The dangerous East London estate where all this supposedly goes down, though convincingly imagined, is very much fictional. There are no areas of London that are home to quite that much derelict real estate, after all — in actuality, this kind of territory would soon be rampant with pop-up food trucks and redevelopment. There are shades of “The Warriors” in the street gang that makes the area a no-go for police, while the more traditional gang leaders played by Alice Krige and Charles Dance are closer to British gangster heritage archetypes. Dance in particular earns his “and” status in the credits, with a characteristically sinister and patrician performance given in perhaps half a day of filming in a single location. Still, it’s always nice to see him.

Mention must also be made of Tom Bennett, who is good value in a broad secondary role as a beleaguered acquaintance with whom the gang temporarily hunker down around a third of the way into proceedings. Whether stealing the show as a ninny par excellence (opposite Beckinsale, as it happens) in Whit Stillman’s Jane Austen adaptation “Love & Friendship,” or having a wobbly time riding dragons in HBO’s “House of the Dragon,” Bennett is always supremely watchable, deserving of character parts in higher-profile film projects. (Something in the “Knives Out” franchise, perhaps?) Here, he manages to invest even throwaway lines (“If that was an option, why didn’t you do that half hour ago?”) with comic magic.

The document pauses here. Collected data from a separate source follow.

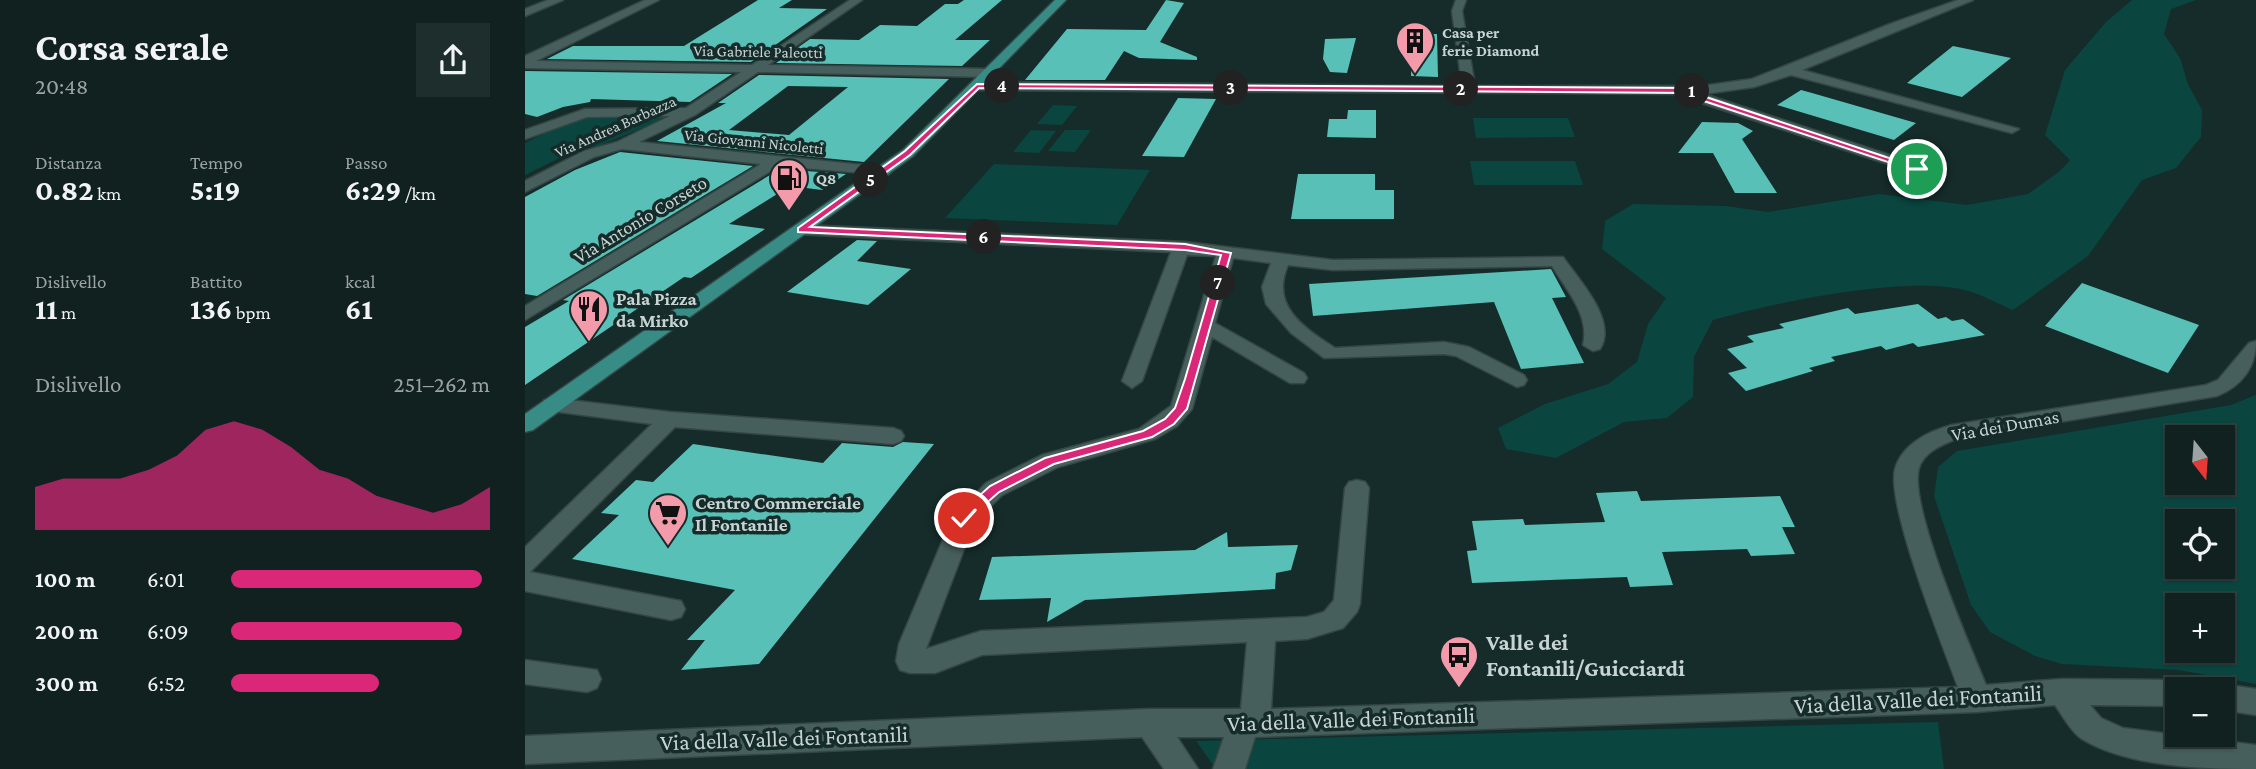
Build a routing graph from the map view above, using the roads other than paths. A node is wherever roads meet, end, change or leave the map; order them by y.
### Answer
1 (558, 0) edge
2 (654, 0) edge
3 (857, 0) edge
4 (1061, 0) edge
5 (1461, 0) edge
6 (1968, 0) edge
7 (525, 13) edge
8 (525, 63) edge
9 (754, 69) junction
10 (1790, 71) junction
11 (984, 79) junction
12 (1469, 89) junction
13 (1692, 90) junction
14 (690, 112) junction
15 (2012, 129) dead end
16 (525, 135) edge
17 (622, 145) junction
18 (776, 161) junction
19 (1917, 169) dead end
20 (883, 172) junction
21 (525, 187) edge
22 (801, 230) junction
23 (1185, 247) junction
24 (1226, 253) junction
25 (1281, 260) junction
26 (525, 314) edge
27 (1206, 326) junction
28 (1593, 345) dead end
29 (2256, 346) edge
30 (1297, 378) dead end
31 (1517, 380) dead end
32 (1132, 381) dead end
33 (552, 405) junction
34 (670, 419) junction
35 (525, 425) edge
36 (893, 436) dead end
37 (1357, 488) dead end
38 (525, 563) edge
39 (525, 581) edge
40 (671, 609) dead end
41 (1262, 630) junction
42 (525, 672) edge
43 (587, 679) dead end
44 (2062, 692) junction
45 (2165, 693) edge
46 (1977, 699) junction
47 (2235, 699) edge
48 (2256, 702) edge
49 (1150, 723) junction
50 (1249, 723) junction
51 (525, 750) edge
52 (2256, 760) edge
53 (1182, 769) edge
54 (1229, 769) edge

1 - 7 street
2 - 8 street
3 - 9 street, Via Andrea Barbazza
4 - 11 main road
5 - 12 street
6 - 10 street, Via Gabriele Paleotti
8 - 9 street, Via Gabriele Paleotti
9 - 11 street, Via Gabriele Paleotti
9 - 14 street, Via Andrea Barbazza
10 - 13 street, Via Gabriele Paleotti
10 - 15 street
11 - 12 street, Via Gabriele Paleotti
11 - 20 main road
12 - 13 street, Via Gabriele Paleotti
13 - 19 street
14 - 16 street
14 - 17 street, Via Andrea Barbazza
17 - 18 street, Via Giovanni Nicoletti
17 - 21 street, Via Andrea Barbazza
18 - 20 street, Via Giovanni Nicoletti
18 - 26 street, Via Antonio Corseto
20 - 22 main road
22 - 23 street
22 - 33 main road
23 - 24 street
23 - 32 street
24 - 25 street
24 - 27 street
25 - 28 street
25 - 31 street
27 - 30 street
27 - 41 street
29 - 46 street, Via dei Dumas
33 - 34 street
33 - 35 main road
34 - 36 street
34 - 38 street
37 - 41 street
39 - 40 street
41 - 50 street
42 - 43 street
44 - 45 street, Via della Valle dei Fontanili
44 - 46 street, Via della Valle dei Fontanili
44 - 52 street
46 - 50 street, Via della Valle dei Fontanili
47 - 48 street
49 - 50 street, Via della Valle dei Fontanili
49 - 51 street, Via della Valle dei Fontanili
49 - 53 street
50 - 54 street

For audiences in the mood for a Guy Ritchie movie, but who have somehow exhausted the prolific director’s back catalogue (or are perhaps inconveniently subscribed to the wrong streaming platform), “Wildcat” should scratch the itch. Whether it’s worth watching in theaters is a different question, and one that won’t need to be answered in many territories. The natural habitat for these kinds of production values is home viewing, where the ripe dialogue can do the heavy lifting and the low-rent CGI explosions don’t have to stand up to big-screen scrutiny.